Original article was published on Deep Learning on Medium
How to trust AI — a brief explanation about Cross Validation (and a little bit about model interpretability)
In this article, we will briefly discuss cross-validation.
When I explain machine learning-based AI applications or give a lecture in the conference, I often get questions from the audience, “I understand that AI learns data, but why can we trust the values AI gives us to be correct?” “What is the way to make sure AI is giving the correct answer?”
In other words, the question is how do we check the accuracy of the learned AI? This is important, and if you blindly trust that you’ve made them learn from the data, they may still be in a state of “overfitting,” and they may not work well with actual production data or in the actual environment.
In order to trust that the AI is correct, we usually use a technique called “cross-validation”.
In machine learning-based AI, there is always an error between the true correct answer and the one guessed by the AI, and we try to make the error as small as possible.

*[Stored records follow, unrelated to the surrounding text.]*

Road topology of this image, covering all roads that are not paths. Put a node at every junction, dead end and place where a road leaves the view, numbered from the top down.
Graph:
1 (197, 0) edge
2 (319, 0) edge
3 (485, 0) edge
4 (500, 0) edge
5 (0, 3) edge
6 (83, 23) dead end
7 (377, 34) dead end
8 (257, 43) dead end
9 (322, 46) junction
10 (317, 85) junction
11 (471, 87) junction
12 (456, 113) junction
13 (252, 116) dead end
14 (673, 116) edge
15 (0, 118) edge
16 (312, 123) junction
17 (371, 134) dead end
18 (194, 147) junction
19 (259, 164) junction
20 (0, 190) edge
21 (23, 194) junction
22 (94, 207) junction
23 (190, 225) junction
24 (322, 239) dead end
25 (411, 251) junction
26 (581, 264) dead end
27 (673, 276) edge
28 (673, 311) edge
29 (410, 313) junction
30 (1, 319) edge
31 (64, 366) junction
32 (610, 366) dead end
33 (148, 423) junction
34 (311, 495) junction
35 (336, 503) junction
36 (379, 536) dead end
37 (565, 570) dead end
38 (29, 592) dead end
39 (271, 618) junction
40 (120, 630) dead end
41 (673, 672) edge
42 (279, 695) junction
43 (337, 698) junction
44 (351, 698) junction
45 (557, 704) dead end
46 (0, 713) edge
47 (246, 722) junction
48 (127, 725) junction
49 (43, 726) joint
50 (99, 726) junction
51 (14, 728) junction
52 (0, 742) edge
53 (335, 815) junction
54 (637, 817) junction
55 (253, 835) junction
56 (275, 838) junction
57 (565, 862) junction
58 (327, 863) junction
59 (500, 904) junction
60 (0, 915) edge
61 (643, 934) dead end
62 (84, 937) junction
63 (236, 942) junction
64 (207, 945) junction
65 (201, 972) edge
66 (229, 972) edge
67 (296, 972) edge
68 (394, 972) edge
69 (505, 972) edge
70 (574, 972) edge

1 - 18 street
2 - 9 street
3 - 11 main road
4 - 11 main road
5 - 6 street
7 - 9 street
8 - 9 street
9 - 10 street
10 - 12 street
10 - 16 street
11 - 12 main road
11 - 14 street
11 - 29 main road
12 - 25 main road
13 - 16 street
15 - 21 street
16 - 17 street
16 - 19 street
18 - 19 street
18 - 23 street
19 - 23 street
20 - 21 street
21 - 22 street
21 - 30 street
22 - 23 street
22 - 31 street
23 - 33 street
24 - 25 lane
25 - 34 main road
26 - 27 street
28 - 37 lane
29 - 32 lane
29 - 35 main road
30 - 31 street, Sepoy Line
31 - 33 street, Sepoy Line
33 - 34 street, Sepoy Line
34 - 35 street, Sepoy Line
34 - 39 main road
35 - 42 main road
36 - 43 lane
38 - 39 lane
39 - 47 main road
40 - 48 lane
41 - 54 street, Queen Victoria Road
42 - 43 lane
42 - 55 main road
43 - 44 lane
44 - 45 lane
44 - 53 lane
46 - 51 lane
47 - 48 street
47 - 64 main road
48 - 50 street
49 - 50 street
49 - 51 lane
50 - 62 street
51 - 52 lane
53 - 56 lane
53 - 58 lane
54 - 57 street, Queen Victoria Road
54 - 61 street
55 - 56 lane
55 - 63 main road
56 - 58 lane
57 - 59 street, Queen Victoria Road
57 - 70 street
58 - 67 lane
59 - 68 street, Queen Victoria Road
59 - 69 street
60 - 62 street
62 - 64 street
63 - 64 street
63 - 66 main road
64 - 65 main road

When you learn, you will have data and a set of correct answers to it. We will train the AI to know that the data and the correct answer correspond to each other. Practically, in this case, the data and the correct answer set are divided into three. It’s data for training, data for validation, and data for testing.
First, the AI learns using the training data. It learns that the correct answer A corresponds to data X, etc.

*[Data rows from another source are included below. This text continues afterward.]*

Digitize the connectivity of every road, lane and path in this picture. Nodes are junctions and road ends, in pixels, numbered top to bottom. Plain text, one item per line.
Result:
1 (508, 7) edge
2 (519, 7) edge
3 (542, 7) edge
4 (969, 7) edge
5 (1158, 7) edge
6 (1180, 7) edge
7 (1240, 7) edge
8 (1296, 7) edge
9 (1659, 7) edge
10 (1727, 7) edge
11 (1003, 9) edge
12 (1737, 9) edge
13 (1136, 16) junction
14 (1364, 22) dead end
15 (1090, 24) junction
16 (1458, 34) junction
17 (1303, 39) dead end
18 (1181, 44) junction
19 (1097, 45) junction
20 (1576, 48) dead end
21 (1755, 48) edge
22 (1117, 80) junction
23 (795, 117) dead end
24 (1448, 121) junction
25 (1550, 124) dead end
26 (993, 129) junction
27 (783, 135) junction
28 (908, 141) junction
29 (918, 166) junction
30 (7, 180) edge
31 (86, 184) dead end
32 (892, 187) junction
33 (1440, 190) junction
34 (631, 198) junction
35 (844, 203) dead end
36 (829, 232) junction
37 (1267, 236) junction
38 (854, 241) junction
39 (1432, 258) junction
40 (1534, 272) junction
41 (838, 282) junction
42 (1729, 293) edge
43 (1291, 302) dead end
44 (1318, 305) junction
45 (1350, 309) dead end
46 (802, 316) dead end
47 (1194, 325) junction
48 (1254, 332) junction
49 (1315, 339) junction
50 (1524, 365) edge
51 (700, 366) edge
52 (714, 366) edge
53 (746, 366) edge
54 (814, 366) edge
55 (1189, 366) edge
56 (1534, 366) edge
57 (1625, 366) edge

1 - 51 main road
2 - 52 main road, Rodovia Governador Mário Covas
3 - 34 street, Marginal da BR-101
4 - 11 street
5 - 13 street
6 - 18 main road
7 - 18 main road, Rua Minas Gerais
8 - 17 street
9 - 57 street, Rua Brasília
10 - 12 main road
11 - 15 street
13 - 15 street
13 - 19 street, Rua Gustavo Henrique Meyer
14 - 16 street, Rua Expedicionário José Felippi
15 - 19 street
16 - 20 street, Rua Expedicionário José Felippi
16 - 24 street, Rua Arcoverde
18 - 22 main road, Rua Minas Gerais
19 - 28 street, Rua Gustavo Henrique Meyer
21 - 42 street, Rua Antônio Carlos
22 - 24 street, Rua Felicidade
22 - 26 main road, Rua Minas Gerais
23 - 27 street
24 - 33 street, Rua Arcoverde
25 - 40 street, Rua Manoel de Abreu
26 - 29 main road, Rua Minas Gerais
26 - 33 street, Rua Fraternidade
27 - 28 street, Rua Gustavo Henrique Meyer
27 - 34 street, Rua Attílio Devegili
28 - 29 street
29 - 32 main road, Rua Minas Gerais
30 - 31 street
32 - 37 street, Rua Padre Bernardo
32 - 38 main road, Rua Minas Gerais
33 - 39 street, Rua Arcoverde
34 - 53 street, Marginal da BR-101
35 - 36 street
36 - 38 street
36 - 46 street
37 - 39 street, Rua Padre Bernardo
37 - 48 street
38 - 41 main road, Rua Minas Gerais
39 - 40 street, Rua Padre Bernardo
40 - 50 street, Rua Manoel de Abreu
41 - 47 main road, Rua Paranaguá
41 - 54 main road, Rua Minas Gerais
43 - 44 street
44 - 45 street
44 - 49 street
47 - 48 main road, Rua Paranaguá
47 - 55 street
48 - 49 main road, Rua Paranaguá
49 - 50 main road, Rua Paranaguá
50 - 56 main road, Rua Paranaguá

Then, the learned AI will return what seems to be the correct answer to the data. Next, it will use the validation data to validate whether trained AI with this approach is enough good or not. In some cases, the validation would show the AI model should be modified or the initial values (hyperparameters) should be adjusted in order to reduce the error.
Finally, we use the test data to see how close the output AI returns is to the correct answer.
This whole process is cross-validation.
The reason why there are two types of data, validation data and test data, is because we are using the validation data to adjust the model, so if there is a bias in the validation data, or if it is overly adjusted (over-learned), it is a problem. Therefore, at the end, we evaluate how many correct answers the AI returns using separately prepared test data that we do not use to modify the model, but just test. Ideally, it would fit the data for training/validation (= less model bias) and fit the data for testing (= less model variance), but this is a troubling trade-off relationship.
The basic way to trust AI is to gain confidence in the AI based on the percentage of correct answers to this test data. This is because many of the current mainstream AI technologies (e.g., ensemble learning, reinforcement learning, deep learning, etc.) have a black box of learning results and it is difficult to fully and clearly confirm the internal processing of how the answer was computed. Recently, however, there have been approaches to estimate the contribution of learning some data to AI results, so that the AI’s learning model can be modified. For instance, here’s a video that briefly introduces LIME, an approach that’s been getting a lot of attention lately.
It’s the trend called “model interpretability”, and is a very hot field right now, so I think you’ll see a lot of attempts to improve the reliability of AI in the future.
It also needs to be widely known that modern AI is always subject to error / accuracy, which is important for companies on the theme of how to put AI at the center of their business strategy.